Thank you to @sylviaplathinfo for these gorgeous catalogues of the One Life #SylviaPlath exhibition @NPG – looks so brilliant. pic.twitter.com/AUWnSqIq8a
— Dr Gail Crowther (@gail_crowther) July 26, 2017
According to Vice, Plath was an art major when she began college at Smith, but she switched to English when her writing talent was encouraged by professors. Even before and after college, however, she drew both formally and informally. With this in mind, the exhibit includes both early and later drawings, from childhood illustrations to classroom assignments.
A Sylvia Plath retrospective finally puts her visual art on display (via @CreatorsProject): https://t.co/jim29lt9M7 pic.twitter.com/ifiFRmXyrV
— Artsy (@artsy) August 3, 2017
Besides formal drawings, the exhibit includes sketches, collages, and memorabilia — from diaries and manuscripts to one of Plath’s typewriters and a lock of hair from her first haircut.
This summer, we're opening One Life: Sylvia Plath, a look at the poet's life and legacy. Get a preview here: https://t.co/M7BXDwne5r pic.twitter.com/t0QzEqci95
— National Portrait Gallery USA (@smithsoniannpg) April 17, 2017
Dorothy Moss, curator of sculpture and painting at the National Portrait Gallery, joined co-curator Karen Kukil, associate curator of rare books and manuscripts at Smith College, to present the exhibit.
"This is the first time that a national museum has presented such a body of work, and we hope to shed new light on Plath’s visual imagination, her efforts at self-fashioning, and the ways in which her artistic contributions are continuously reimagined and preserved," wrote Moss in Face to Face, the National Portrait Gallery blog.

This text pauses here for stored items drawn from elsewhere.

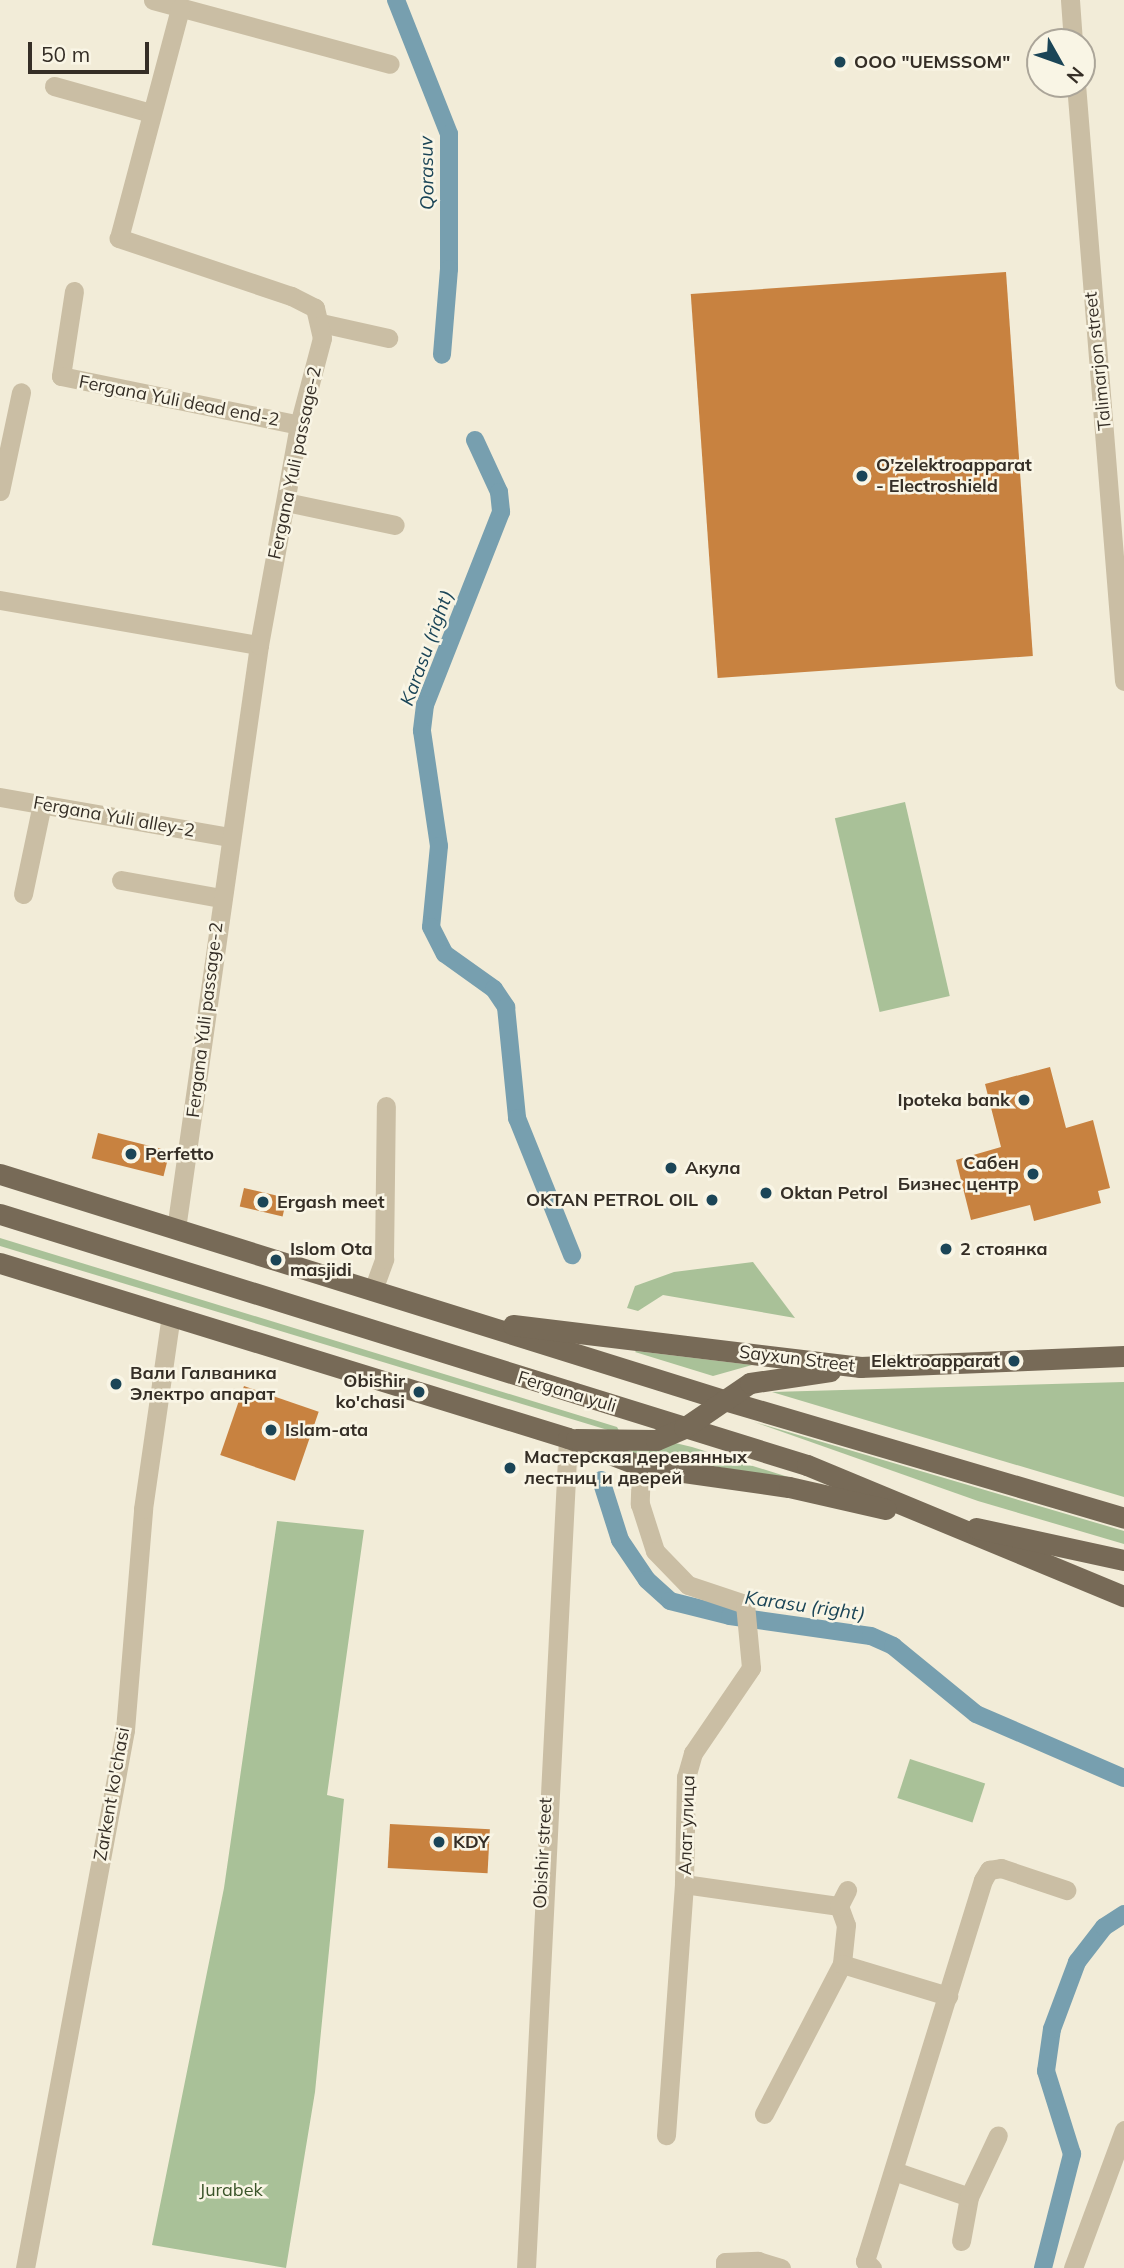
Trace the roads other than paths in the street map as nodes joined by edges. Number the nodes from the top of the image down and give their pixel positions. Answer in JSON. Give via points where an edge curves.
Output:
{"nodes":[{"id":1,"x":153,"y":0,"type":"edge"},
{"id":2,"x":1070,"y":0,"type":"edge"},
{"id":3,"x":180,"y":8,"type":"junction"},
{"id":4,"x":1072,"y":28,"type":"edge"},
{"id":5,"x":390,"y":64,"type":"dead end"},
{"id":6,"x":54,"y":86,"type":"dead end"},
{"id":7,"x":1077,"y":98,"type":"edge"},
{"id":8,"x":151,"y":113,"type":"junction"},
{"id":9,"x":74,"y":291,"type":"dead end"},
{"id":10,"x":321,"y":323,"type":"junction"},
{"id":11,"x":388,"y":338,"type":"dead end"},
{"id":12,"x":21,"y":392,"type":"dead end"},
{"id":13,"x":299,"y":425,"type":"junction"},
{"id":14,"x":0,"y":491,"type":"edge"},
{"id":15,"x":286,"y":502,"type":"junction"},
{"id":16,"x":396,"y":525,"type":"dead end"},
{"id":17,"x":0,"y":600,"type":"edge"},
{"id":18,"x":259,"y":645,"type":"junction"},
{"id":19,"x":1124,"y":681,"type":"edge"},
{"id":20,"x":0,"y":797,"type":"edge"},
{"id":21,"x":42,"y":804,"type":"junction"},
{"id":22,"x":229,"y":837,"type":"junction"},
{"id":23,"x":121,"y":880,"type":"dead end"},
{"id":24,"x":23,"y":894,"type":"dead end"},
{"id":25,"x":221,"y":898,"type":"junction"},
{"id":26,"x":386,"y":1106,"type":"dead end"},
{"id":27,"x":0,"y":1174,"type":"edge"},
{"id":28,"x":0,"y":1214,"type":"edge"},
{"id":29,"x":176,"y":1229,"type":"junction"},
{"id":30,"x":0,"y":1263,"type":"edge"},
{"id":31,"x":373,"y":1290,"type":"junction"},
{"id":32,"x":171,"y":1315,"type":"junction"},
{"id":33,"x":472,"y":1321,"type":"junction"},
{"id":34,"x":1124,"y":1356,"type":"edge"},
{"id":35,"x":860,"y":1367,"type":"junction"},
{"id":36,"x":724,"y":1400,"type":"junction"},
{"id":37,"x":684,"y":1428,"type":"junction"},
{"id":38,"x":568,"y":1438,"type":"junction"},
{"id":39,"x":740,"y":1445,"type":"junction"},
{"id":40,"x":641,"y":1466,"type":"junction"},
{"id":41,"x":1124,"y":1518,"type":"edge"},
{"id":42,"x":935,"y":1520,"type":"junction"},
{"id":43,"x":1124,"y":1560,"type":"edge"},
{"id":44,"x":1124,"y":1596,"type":"edge"},
{"id":45,"x":684,"y":1884,"type":"junction"},
{"id":46,"x":1066,"y":1890,"type":"dead end"},
{"id":47,"x":842,"y":1964,"type":"junction"},
{"id":48,"x":948,"y":1996,"type":"junction"},
{"id":49,"x":764,"y":2114,"type":"dead end"},
{"id":50,"x":1124,"y":2130,"type":"edge"},
{"id":51,"x":666,"y":2135,"type":"dead end"},
{"id":52,"x":998,"y":2135,"type":"dead end"},
{"id":53,"x":894,"y":2171,"type":"junction"},
{"id":54,"x":969,"y":2197,"type":"junction"},
{"id":55,"x":961,"y":2241,"type":"dead end"},
{"id":56,"x":25,"y":2268,"type":"edge"},
{"id":57,"x":526,"y":2268,"type":"edge"},
{"id":58,"x":724,"y":2268,"type":"edge"},
{"id":59,"x":780,"y":2268,"type":"edge"},
{"id":60,"x":872,"y":2268,"type":"edge"},
{"id":61,"x":1073,"y":2268,"type":"edge"}],
"edges":[{"from":1,"to":3,"type":"street"},
{"from":2,"to":4,"type":"street"},
{"from":3,"to":5,"type":"street"},
{"from":3,"to":8,"type":"street"},
{"from":6,"to":8,"type":"street"},
{"from":7,"to":19,"type":"street","name":"Talimarjon street"},
{"from":8,"to":10,"type":"street","via":[[119,238],[292,296],[314,308]]},
{"from":9,"to":13,"type":"street","name":"Fergana Yuli dead end-2","via":[[61,376]]},
{"from":10,"to":11,"type":"street"},
{"from":10,"to":13,"type":"street","name":"Fergana Yuli passage-2","via":[[322,338]]},
{"from":12,"to":14,"type":"street"},
{"from":13,"to":15,"type":"street","name":"Fergana Yuli passage-2"},
{"from":15,"to":16,"type":"street"},
{"from":15,"to":18,"type":"street","name":"Fergana Yuli passage-2"},
{"from":17,"to":18,"type":"street"},
{"from":18,"to":22,"type":"street","name":"Fergana Yuli passage-2"},
{"from":20,"to":21,"type":"street","name":"Fergana Yuli alley-2"},
{"from":21,"to":22,"type":"street","name":"Fergana Yuli alley-2"},
{"from":21,"to":24,"type":"street"},
{"from":22,"to":25,"type":"street","name":"Fergana Yuli passage-2"},
{"from":23,"to":25,"type":"street"},
{"from":25,"to":29,"type":"street","name":"Fergana Yuli passage-2"},
{"from":26,"to":31,"type":"street","via":[[384,1259]]},
{"from":27,"to":29,"type":"main road"},
{"from":28,"to":37,"type":"main road","name":"Fergana yuli"},
{"from":29,"to":31,"type":"main road"},
{"from":30,"to":32,"type":"main road"},
{"from":31,"to":33,"type":"main road"},
{"from":32,"to":38,"type":"main road"},
{"from":32,"to":56,"type":"street","name":"Zarkent ko'chasi","via":[[143,1509],[125,1730]]},
{"from":33,"to":35,"type":"main road","name":"Sayxun Street"},
{"from":33,"to":36,"type":"main road"},
{"from":34,"to":35,"type":"main road","name":"Sayxun Street"},
{"from":35,"to":36,"type":"main road","via":[[760,1380]]},
{"from":36,"to":37,"type":"main road"},
{"from":36,"to":39,"type":"main road","via":[[717,1421]]},
{"from":36,"to":41,"type":"main road"},
{"from":37,"to":38,"type":"main road","via":[[643,1443]]},
{"from":37,"to":39,"type":"main road","name":"Fergana yuli"},
{"from":38,"to":40,"type":"main road"},
{"from":38,"to":57,"type":"street","name":"Obishir street"},
{"from":39,"to":42,"type":"main road","name":"Fergana yuli","via":[[807,1465]]},
{"from":40,"to":42,"type":"main road","via":[[789,1488]]},
{"from":40,"to":45,"type":"street","name":"Алат улица","via":[[644,1523],[668,1569],[699,1590],[738,1598],[748,1609],[745,1631],[751,1668],[692,1753],[687,1777]]},
{"from":42,"to":43,"type":"main road"},
{"from":42,"to":44,"type":"main road","name":"Fergana yuli"},
{"from":45,"to":47,"type":"street","name":"Алат улица","via":[[843,1898]]},
{"from":45,"to":51,"type":"street","name":"Алат улица"},
{"from":46,"to":48,"type":"street","via":[[1001,1868],[989,1870]]},
{"from":47,"to":48,"type":"street"},
{"from":47,"to":49,"type":"street","name":"Алат улица"},
{"from":48,"to":53,"type":"street"},
{"from":50,"to":61,"type":"street"},
{"from":52,"to":54,"type":"street"},
{"from":53,"to":54,"type":"street"},
{"from":53,"to":60,"type":"street","via":[[864,2261]]},
{"from":54,"to":55,"type":"street"},
{"from":58,"to":59,"type":"street","via":[[725,2262],[758,2261]]}]}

Sylvia Plath: her life in art and photographs in The @guardian: https://t.co/QWPVMQIo3J pic.twitter.com/gc0CkUsZ5G
— Traffic Media (@Traffic_Content) July 2, 2017
So if you have already read the new poems (These Ghostly Archives has been released in the U.K., but you can get it on Amazon now) and are waiting impatiently for Kirsten Dunst’s movie of The Bell Jar to come out next year, a road trip to D.C. may be in order.